What makes Fernando Zobel's work the reflection of the epitome of the Filipino environment is the fact that he addresses what is deemed to be the most striking quality of the archipelago; the quality of its light. "Normally we have to deal with a white colourless glare that bounces off every surface and refuses to cast a shadow." (Rodolfo Paras-Perez, Fernando Zobel, Manila, 1990, p. 90) Zobel perpetuates his belief in Abstract Expressionism through his work and exhibits a strong influence from Mark Rothko's deceptively non-figurative colour washes. What enthralled Zobel was the gesture, the brushstroke, the method behind pigment application; he captured the essence of things rather than their mere physical appearances. Though his work breathes a sense of vibrant spontaneity, Zobel's work was the product of countless sketches and re-workings that serve as evidence of his calculated approach to his depictions.

"Like Michelangelo who looked at sculpture as a matter of freeing the figure imprisoned in marble, Zobel regarded painting as a sort of distillation - of removing distractions - painting landscape by removing everything that distracted its sense of form, from roads, houses to even colour. He wanted to pare down his to its most abstract, underlying structure. Zobel draws the viewer into an unobstructed and uncomplicated perspective of what is the abstract core of an object and scene, minus the trappings that seem to blind the viewer from the true light. Zobel measured all the dimensions with a scientific precision yet his freedom was never compromised for he never 'was the slave to any system of formula.' " (ibid, p. 90)

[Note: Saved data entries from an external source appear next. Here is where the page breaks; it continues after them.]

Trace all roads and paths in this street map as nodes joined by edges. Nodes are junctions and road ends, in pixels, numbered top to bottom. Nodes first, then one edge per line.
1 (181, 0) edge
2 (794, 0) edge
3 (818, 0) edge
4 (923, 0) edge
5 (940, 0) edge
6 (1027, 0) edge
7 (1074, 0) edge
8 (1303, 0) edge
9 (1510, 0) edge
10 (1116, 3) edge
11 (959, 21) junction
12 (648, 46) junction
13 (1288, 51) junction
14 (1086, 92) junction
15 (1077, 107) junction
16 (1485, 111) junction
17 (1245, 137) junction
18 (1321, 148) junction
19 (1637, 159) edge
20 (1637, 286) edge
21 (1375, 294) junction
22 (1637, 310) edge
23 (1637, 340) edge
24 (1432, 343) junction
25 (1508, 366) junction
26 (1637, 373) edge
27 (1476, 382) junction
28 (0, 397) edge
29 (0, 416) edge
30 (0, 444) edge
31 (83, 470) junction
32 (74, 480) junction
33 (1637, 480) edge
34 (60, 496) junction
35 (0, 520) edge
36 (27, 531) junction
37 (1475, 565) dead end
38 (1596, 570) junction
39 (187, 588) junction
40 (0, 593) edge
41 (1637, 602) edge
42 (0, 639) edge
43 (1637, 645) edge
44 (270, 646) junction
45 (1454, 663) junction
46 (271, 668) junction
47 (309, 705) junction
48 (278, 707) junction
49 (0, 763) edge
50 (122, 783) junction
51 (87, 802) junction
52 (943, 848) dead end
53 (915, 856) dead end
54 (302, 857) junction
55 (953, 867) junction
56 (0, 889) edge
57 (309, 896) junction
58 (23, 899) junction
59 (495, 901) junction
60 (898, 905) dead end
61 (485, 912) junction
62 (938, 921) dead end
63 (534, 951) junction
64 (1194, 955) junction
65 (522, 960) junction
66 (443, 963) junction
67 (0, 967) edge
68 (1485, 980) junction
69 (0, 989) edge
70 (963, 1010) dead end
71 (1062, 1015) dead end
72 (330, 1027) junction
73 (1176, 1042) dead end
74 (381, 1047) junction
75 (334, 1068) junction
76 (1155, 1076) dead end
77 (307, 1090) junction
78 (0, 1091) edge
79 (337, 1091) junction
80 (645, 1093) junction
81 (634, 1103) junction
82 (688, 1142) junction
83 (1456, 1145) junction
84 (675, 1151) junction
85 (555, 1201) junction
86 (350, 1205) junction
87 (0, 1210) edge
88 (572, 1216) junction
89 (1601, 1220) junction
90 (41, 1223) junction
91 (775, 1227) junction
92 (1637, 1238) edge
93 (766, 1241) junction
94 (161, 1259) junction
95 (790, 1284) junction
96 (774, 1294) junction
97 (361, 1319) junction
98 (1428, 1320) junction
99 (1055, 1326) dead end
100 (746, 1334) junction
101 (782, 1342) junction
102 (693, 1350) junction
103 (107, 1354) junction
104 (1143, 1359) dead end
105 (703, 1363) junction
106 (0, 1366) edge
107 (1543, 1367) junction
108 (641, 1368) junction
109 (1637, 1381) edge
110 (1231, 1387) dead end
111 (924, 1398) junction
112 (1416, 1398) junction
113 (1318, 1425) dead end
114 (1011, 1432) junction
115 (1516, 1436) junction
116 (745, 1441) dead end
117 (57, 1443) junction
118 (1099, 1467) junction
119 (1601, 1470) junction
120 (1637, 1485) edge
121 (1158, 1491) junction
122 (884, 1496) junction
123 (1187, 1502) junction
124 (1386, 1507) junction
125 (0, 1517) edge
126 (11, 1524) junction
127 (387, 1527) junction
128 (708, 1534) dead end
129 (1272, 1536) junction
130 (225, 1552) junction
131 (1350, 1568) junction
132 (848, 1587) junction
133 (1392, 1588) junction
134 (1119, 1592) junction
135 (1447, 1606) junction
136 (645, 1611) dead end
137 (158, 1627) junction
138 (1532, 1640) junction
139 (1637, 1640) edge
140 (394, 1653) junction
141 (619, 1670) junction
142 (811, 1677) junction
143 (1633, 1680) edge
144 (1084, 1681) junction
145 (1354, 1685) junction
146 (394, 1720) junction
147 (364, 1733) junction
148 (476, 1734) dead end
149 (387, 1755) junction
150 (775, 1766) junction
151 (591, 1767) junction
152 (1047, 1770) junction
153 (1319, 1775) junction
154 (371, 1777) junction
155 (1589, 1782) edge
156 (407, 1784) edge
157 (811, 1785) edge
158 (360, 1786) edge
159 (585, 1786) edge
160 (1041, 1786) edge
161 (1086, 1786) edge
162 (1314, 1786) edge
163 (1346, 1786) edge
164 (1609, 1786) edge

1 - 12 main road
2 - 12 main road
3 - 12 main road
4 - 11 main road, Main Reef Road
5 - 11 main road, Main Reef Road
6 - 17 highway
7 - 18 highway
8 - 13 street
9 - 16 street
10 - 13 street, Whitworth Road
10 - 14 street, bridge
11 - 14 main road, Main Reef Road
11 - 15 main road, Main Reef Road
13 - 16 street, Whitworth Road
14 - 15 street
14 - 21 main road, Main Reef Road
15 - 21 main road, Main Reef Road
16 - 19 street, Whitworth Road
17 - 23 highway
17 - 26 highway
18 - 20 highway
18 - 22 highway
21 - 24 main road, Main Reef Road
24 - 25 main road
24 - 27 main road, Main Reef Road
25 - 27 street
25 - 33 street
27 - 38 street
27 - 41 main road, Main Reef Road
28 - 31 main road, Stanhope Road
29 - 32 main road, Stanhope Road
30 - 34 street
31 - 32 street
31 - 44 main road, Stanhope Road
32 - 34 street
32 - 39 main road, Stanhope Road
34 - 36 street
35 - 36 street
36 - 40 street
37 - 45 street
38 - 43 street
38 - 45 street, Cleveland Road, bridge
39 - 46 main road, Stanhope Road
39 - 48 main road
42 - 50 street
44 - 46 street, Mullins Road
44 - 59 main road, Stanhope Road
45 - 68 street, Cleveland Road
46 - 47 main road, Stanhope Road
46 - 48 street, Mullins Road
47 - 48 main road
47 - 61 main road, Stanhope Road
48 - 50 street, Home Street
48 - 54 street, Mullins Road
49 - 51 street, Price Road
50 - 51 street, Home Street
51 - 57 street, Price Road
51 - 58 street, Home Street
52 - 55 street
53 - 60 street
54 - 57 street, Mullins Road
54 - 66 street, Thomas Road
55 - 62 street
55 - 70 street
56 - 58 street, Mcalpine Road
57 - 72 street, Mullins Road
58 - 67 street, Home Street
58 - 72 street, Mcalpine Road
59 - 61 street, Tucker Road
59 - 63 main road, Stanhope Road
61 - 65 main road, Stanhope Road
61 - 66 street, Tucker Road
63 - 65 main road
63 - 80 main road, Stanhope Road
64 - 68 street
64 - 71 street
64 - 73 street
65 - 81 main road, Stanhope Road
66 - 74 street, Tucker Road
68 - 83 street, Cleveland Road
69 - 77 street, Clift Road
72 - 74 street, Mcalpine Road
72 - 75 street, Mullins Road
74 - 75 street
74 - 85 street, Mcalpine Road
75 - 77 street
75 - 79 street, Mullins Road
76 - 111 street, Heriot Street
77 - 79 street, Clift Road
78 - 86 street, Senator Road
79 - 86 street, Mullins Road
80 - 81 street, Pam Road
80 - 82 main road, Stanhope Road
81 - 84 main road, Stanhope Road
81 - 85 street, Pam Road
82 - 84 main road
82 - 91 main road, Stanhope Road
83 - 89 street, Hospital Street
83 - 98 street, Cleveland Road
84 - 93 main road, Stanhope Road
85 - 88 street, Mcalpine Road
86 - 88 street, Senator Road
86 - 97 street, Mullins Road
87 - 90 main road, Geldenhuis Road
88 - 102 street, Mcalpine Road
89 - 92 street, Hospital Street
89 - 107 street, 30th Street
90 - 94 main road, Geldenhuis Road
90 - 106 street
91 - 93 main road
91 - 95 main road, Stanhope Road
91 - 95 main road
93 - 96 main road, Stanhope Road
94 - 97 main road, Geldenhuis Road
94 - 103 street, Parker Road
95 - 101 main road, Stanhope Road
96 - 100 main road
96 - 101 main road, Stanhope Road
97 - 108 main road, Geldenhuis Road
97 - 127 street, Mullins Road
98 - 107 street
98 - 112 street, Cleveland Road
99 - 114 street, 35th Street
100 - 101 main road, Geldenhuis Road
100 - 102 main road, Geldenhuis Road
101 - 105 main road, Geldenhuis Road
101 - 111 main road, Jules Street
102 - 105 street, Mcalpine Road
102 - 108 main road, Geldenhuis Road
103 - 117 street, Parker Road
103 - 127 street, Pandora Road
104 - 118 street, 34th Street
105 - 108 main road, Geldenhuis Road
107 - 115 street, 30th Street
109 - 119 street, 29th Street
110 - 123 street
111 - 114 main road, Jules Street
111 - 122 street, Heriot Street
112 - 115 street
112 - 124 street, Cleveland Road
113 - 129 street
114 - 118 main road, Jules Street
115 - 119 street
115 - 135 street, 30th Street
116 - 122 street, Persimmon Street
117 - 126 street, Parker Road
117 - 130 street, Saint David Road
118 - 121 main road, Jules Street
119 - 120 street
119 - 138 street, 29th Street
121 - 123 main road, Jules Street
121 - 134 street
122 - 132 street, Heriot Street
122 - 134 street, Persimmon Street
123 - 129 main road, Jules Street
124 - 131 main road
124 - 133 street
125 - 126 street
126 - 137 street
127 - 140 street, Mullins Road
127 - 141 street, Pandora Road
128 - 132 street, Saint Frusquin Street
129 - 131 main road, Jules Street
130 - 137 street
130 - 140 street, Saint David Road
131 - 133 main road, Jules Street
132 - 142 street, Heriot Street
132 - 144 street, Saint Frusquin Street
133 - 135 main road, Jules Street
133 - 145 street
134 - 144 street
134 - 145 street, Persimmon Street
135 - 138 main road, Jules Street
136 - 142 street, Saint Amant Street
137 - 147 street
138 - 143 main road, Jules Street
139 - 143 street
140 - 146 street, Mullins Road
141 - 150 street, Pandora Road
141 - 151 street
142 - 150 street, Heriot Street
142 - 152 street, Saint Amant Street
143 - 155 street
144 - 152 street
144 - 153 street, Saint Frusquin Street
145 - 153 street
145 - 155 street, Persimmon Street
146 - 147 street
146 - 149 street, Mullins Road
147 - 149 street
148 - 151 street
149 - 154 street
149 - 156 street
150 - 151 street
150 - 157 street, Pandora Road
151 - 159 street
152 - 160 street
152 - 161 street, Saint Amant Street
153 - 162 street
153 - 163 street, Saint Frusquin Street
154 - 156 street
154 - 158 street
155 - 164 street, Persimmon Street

La Piedra IV is closely related to Zobel's master-series of works based on the Júcar River in Cuenca, Spain. It is an abstract study of the water-drenched boulders seen through the passage of the moving river and the interplay of light above. Within this work, Zobel energises the scene with the source of light that he portrays emitting out from a known source. The rigid confines of the source are softened and made to seem less forbidding by the sense of calmness that the warmth seems to convey. It is not aggression that one is confronted by, but the viewer is extended an invitation to exploration instead.